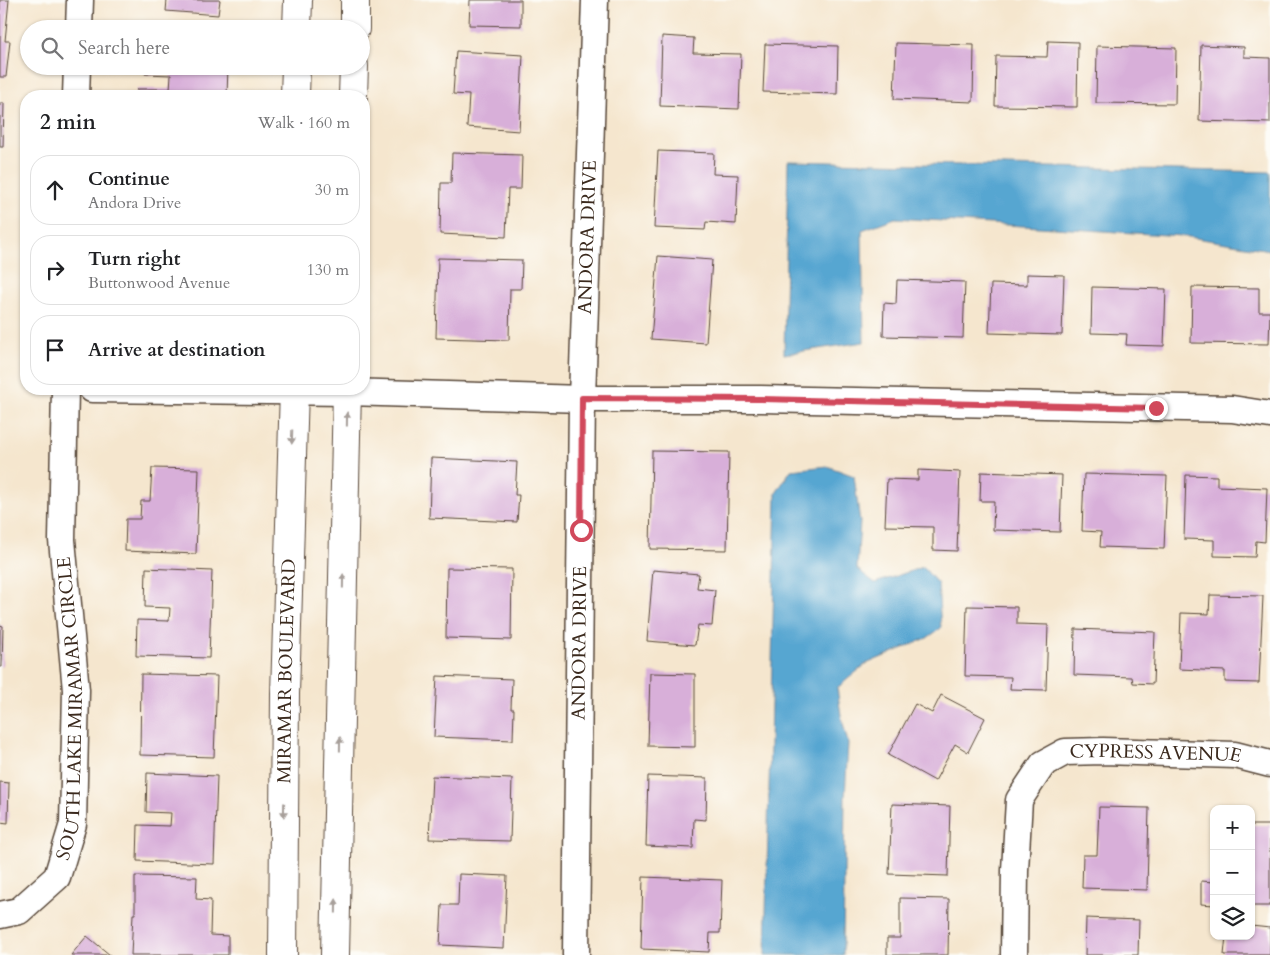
<!DOCTYPE html>
<meta charset="utf-8">
<style>
:root{--surface:#fff;--page:#f2f2f2;--text:#202124;--muted:#757577;--line:#e0e0e0}
body{margin:0;font-family:Cardo,serif;background:var(--page);color:var(--text)}
.controls{position:absolute;right:15px;bottom:15px;display:grid;overflow:hidden;border-radius:10px;box-shadow:0 1px 4px #0004}
.controls button{width:45px;height:45px;display:grid;place-items:center;padding:0;border:0;border-bottom:1px solid var(--line);background:var(--surface);color:var(--text);font:25px sans-serif}
.stop{position:absolute;width:15px;height:15px;margin:-11px;border:4px solid #d1495b;border-radius:50%;background:#fff}
.stop.end{background:#d1495b;border-color:#fff;box-shadow:0 1px 5px #0008}
.list{margin:0;padding:0;list-style:none}
h2{display:flex;justify-content:space-between;align-items:center;height:65px;margin:0;padding:0 20px;font-size:21px}
h2 small{font-size:16px;font-weight:400;color:var(--muted)}
.list li{display:grid;grid-template-columns:32px 1fr auto;gap:15px;align-items:center;box-sizing:border-box;height:70px;margin:0 10px 10px;padding:0 10px;border:1px solid var(--line);border-radius:20px}
.list b{display:block;font-size:19px;white-space:nowrap}
.list p{margin:0;font-size:16px;white-space:nowrap;color:var(--muted)}
.list em{font-size:16px;font-style:normal;color:var(--muted)}
.icon{flex:none;width:28px;height:28px;fill:none;stroke:currentColor;stroke-width:2;stroke-linecap:round;stroke-linejoin:round}
.map{position:relative;flex:none;width:1270px;height:955px;overflow:hidden}
.search{position:absolute;background:var(--surface);box-shadow:0 1px 4px #0004;left:20px;top:20px;width:350px;height:55px;display:flex;align-items:center;gap:12px;box-sizing:border-box;padding:0 18px;border-radius:28px;color:var(--muted);font-size:19px}
.panel{position:absolute;background:var(--surface);box-shadow:0 1px 4px #0004;left:20px;top:90px;width:350px;height:305px;border-radius:20px}
.map>svg:first-child{display:block}
.water{fill:#57a6d1;stroke:#496878}
.building{fill:#d8afd9}
.lines{fill:none;stroke-linecap:round;stroke-linejoin:round}
.minor-casing{stroke:#574638;stroke-width:29}
.tertiary-casing{stroke:#574638;stroke-width:30}
.minor{stroke:#fff;stroke-width:26}
.tertiary{stroke:#fff;stroke-width:28}
.oneway{fill:#a79f9a}
.route{stroke:#d1495b;stroke-width:6}
.labels{text-anchor:middle;dominant-baseline:central;stroke-width:5;stroke-linejoin:round;paint-order:stroke}
.street-label{font-size:19px;fill:#3b2a1e;stroke:#fdfcf7}
</style>
<div class="map">
<svg width="1270" height="955" viewBox="0 0 1270 955">
<rect width="100%" height="100%" fill="#fdfcf7"/>
<filter id="ink" filterUnits="userSpaceOnUse"><feTurbulence type="fractalNoise" baseFrequency=".02" numOctaves="2"/><feDisplacementMap in="SourceGraphic" scale="10" xChannelSelector="R" yChannelSelector="G"/><feConvolveMatrix kernelMatrix="1 2 1 2 8 2 1 2 1" color-interpolation-filters="sRGB"/></filter>
<filter id="wash" filterUnits="userSpaceOnUse"><feTurbulence type="fractalNoise" baseFrequency=".0096" numOctaves="4" result="noise"/><feDisplacementMap in="SourceGraphic" scale="20" xChannelSelector="R" yChannelSelector="G"/><feGaussianBlur stdDeviation="1.12" result="paint"/><feColorMatrix in="noise" values="0 0 0 0 0 0 0 0 0 0 0 0 0 0 0 0 0 1.4 0 .05"/><feComposite in="paint" operator="in"/></filter>
<g filter="url(#wash)">
<rect width="100%" height="100%" fill="#f5e6ce"/>
<path class="water" d="M 788,161 L 1270,172 L 1270,250 L 1183,236 L 895,218 L 862,230 L 864,342 L 784,354 Z
M 827,466 L 854,476 L 860,522 L 857,569 L 875,583 L 923,567 L 938,584 L 941,628 L 927,638 L 866,664 L 837,688 L 841,715 L 848,743 L 845,797 L 843,955 L 765,955 L 776,493 L 791,470 Z"/>
<g id="blocks">
<path class="building" d="M 0,0 L 9,0 L 5,41 L 10,41 L 6,77 L 0,77 Z
M 167,0 L 220,0 L 218,15 L 166,11 Z
M 470,0 L 521,0 L 521,26 L 469,25 Z
M 662,36 L 694,38 L 693,53 L 741,54 L 739,109 L 660,106 Z
M 1048,41 L 1078,42 L 1077,107 L 995,106 L 996,56 L 1047,57 Z
M 896,43 L 974,45 L 973,102 L 894,99 Z
M 765,44 L 838,46 L 837,94 L 763,92 Z
M 1201,45 L 1244,47 L 1244,57 L 1270,58 L 1270,123 L 1199,121 Z
M 1097,46 L 1176,48 L 1175,104 L 1096,103 Z
M 456,51 L 523,55 L 519,131 L 467,127 L 469,95 L 453,94 Z
M 146,66 L 228,66 L 227,96 L 137,96 L 137,89 L 170,89 L 171,75 L 145,74 Z
M 0,103 L 4,103 L 3,147 L 0,147 Z
M 658,151 L 714,153 L 713,174 L 738,175 L 736,224 L 706,222 L 705,230 L 654,228 Z
M 452,153 L 522,155 L 521,189 L 508,189 L 506,237 L 440,234 L 441,183 L 451,183 Z
M 658,256 L 712,260 L 706,343 L 651,339 Z
M 438,258 L 522,260 L 521,289 L 510,289 L 509,340 L 436,338 Z
M 1027,274 L 1064,275 L 1062,335 L 989,333 L 991,284 L 1027,285 Z
M 897,280 L 965,282 L 963,338 L 883,336 L 884,303 L 896,304 Z
M 1092,287 L 1166,289 L 1164,346 L 1126,345 L 1127,334 L 1091,333 Z
M 1192,287 L 1259,288 L 1259,312 L 1270,312 L 1269,344 L 1191,343 Z
M 652,451 L 729,452 L 727,550 L 650,549 Z
M 431,458 L 517,462 L 515,495 L 519,495 L 517,522 L 429,518 Z
M 152,468 L 199,469 L 196,554 L 125,551 L 126,519 L 140,519 L 141,501 L 150,501 Z
M 918,470 L 960,472 L 957,551 L 933,550 L 933,527 L 885,526 L 887,479 L 918,480 Z
M 981,472 L 1062,475 L 1060,532 L 993,530 L 994,501 L 980,501 Z
M 1084,474 L 1167,476 L 1164,549 L 1100,547 L 1101,532 L 1082,531 Z
M 1186,475 L 1217,476 L 1217,486 L 1267,488 L 1265,542 L 1256,541 L 1255,557 L 1214,556 L 1214,540 L 1184,539 Z
M 146,568 L 212,571 L 209,658 L 136,656 L 137,620 L 169,621 L 170,608 L 145,607 Z
M 447,568 L 512,569 L 511,640 L 446,638 Z
M 653,570 L 699,574 L 697,588 L 715,590 L 712,626 L 698,625 L 695,645 L 647,641 Z
M 1210,595 L 1263,596 L 1259,683 L 1225,682 L 1225,671 L 1179,669 L 1181,613 L 1209,614 Z
M 967,606 L 1017,607 L 1017,624 L 1048,625 L 1046,690 L 1010,689 L 1011,677 L 965,676 Z
M 0,625 L 3,626 L 2,667 L 0,667 Z
M 1075,629 L 1155,632 L 1153,684 L 1133,683 L 1132,677 L 1074,675 Z
M 650,673 L 695,674 L 695,747 L 648,746 Z
M 141,674 L 217,676 L 214,757 L 140,755 Z
M 437,676 L 512,679 L 511,709 L 514,709 L 513,740 L 434,737 Z
M 941,695 L 985,718 L 968,752 L 955,744 L 935,781 L 888,755 L 915,704 L 932,713 Z
M 147,773 L 217,776 L 214,864 L 137,861 L 138,825 L 170,826 L 171,813 L 146,812 Z
M 432,776 L 512,779 L 510,841 L 429,839 Z
M 648,776 L 707,778 L 706,820 L 694,819 L 693,848 L 646,846 Z
M 0,782 L 9,783 L 8,823 L 0,822 Z
M 892,804 L 950,806 L 948,876 L 889,874 Z
M 1099,807 L 1149,808 L 1147,890 L 1082,888 L 1083,855 L 1097,855 Z
M 1251,825 L 1270,825 L 1270,906 L 1251,906 Z
M 459,874 L 507,876 L 504,948 L 440,945 L 442,905 L 458,905 Z
M 135,876 L 197,877 L 196,899 L 211,900 L 210,935 L 228,936 L 228,955 L 131,955 L 133,914 L 135,914 Z
M 643,877 L 722,880 L 720,933 L 710,933 L 709,952 L 641,949 Z
M 1201,881 L 1214,882 L 1214,905 L 1201,904 Z
M 900,898 L 949,899 L 948,955 L 887,955 L 887,938 L 900,938 Z
M 1086,918 L 1139,920 L 1138,955 L 1085,955 Z
M 1251,926 L 1270,928 L 1270,955 L 1224,955 L 1226,936 L 1251,936 Z
M 87,936 L 110,955 L 71,955 Z"/>
</g>
</g>
<g filter="url(#ink)">
<use href="#blocks" fill-opacity="0" stroke="#574638" stroke-width="1"/>
<g class="lines">
<g class="minor-casing">
<g id="minor">
<path d="M 79,29 L 80,0"/>
<path d="M 76,96 L 77,66"/>
<path d="M 92,389 L 347,392 L 582,399 L 761,399 L 1232,409 L 1270,415"/>
<path id="s1" d="M 0,915 L 19,911 L 57,877 L 73,824 L 76,690 L 62,540 L 65,389"/>
<path id="s2" d="M 576,955 L 582,399 L 595,0"/>
<path id="s3" d="M 1014,955 L 1015,870 L 1019,800 L 1043,764 L 1065,752 L 1103,751 L 1235,755 L 1270,764"/>
</g>
</g>
<g class="tertiary-casing">
<g id="tertiary">
<path d="M 297,29 L 298,0"/>
<path d="M 355,29 L 355,0"/>
<path d="M 295,96 L 296,66"/>
<path d="M 353,96 L 354,66"/>
<path id="s4" d="M 283,955 L 285,694 L 294,389"/>
<path d="M 335,955 L 347,389"/>
</g>
</g>
<use href="#minor" class="minor"/>
<use href="#tertiary" class="tertiary"/>
</g>
<defs><path id="oneway-solid" d="M-6-.8H1V-3.2L6.5 0L1 3.2V.8H-6Z" transform="scale(1.25)"/></defs>
<g class="oneway">
<use href="#oneway-solid" transform="translate(347 419) rotate(-89)"/>
<use href="#oneway-solid" transform="translate(292 437) rotate(92)"/>
<use href="#oneway-solid" transform="translate(343 581) rotate(-89)"/>
<use href="#oneway-solid" transform="translate(340 744) rotate(-89)"/>
<use href="#oneway-solid" transform="translate(284 810) rotate(91)"/>
<use href="#oneway-solid" transform="translate(336 906) rotate(-89)"/>
</g>
</g>
<g class="lines" filter="url(#ink)">
<path class="route" d="M 581,530 L 582,398 L 761,399 L 1156,408"/>
</g>
<g class="labels">
<g class="street-label">
<text stroke="none"><textPath href="#s2" startOffset="718">ANDORA DRIVE</textPath></text>
<text stroke="none"><textPath href="#s2" startOffset="312">ANDORA DRIVE</textPath></text>
<text stroke="none"><textPath href="#s4" startOffset="284">MIRAMAR BOULEVARD</textPath></text>
<text stroke="none"><textPath href="#s1" startOffset="241">SOUTH LAKE MIRAMAR CIRCLE</textPath></text>
<text stroke="none"><textPath href="#s3" startOffset="314">CYPRESS AVENUE</textPath></text>
</g>
</g>
</svg>
<div class="controls">
<button>+</button>
<button>−</button>
<button><svg class="icon" aria-label="layers" viewBox="0 0 24 24"><path d="M12 4l9 5-9 5-9-5zM3 14l9 5 9-5"/></svg></button>
</div>
<div class="stop" style="left:581px;top:530px"></div>
<div class="stop end" style="left:1156px;top:408px"></div>
<div class="search"><svg class="icon" aria-label="search" viewBox="0 0 24 24"><circle cx="10" cy="10" r="6"/><path d="M15 15l6 6"/></svg>Search here</div>
<section class="panel">
<h2>2 min<small>Walk · 160 m</small></h2>
<ul class="list">
<li><svg class="icon" aria-label="ahead" viewBox="0 0 24 24"><path d="M12 20V5M6 11l6-6 6 6"/></svg><div><b>Continue</b><p>Andora Drive</p></div><em>30 m</em></li>
<li><svg class="icon" aria-label="right" viewBox="0 0 24 24"><path d="M7 20v-9h11M14 6l5 5-5 5"/></svg><div><b>Turn right</b><p>Buttonwood Avenue</p></div><em>130 m</em></li>
<li><svg class="icon" aria-label="arrive" viewBox="0 0 24 24"><path d="M6 21V4h12l-3 4 3 4H6"/></svg><div><b>Arrive at destination</b></div></li>
</ul>
</section>
</div>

» Requirement: A single figure is all that is needed: the number of lines above that contain the string "filter".

» Your solution: 5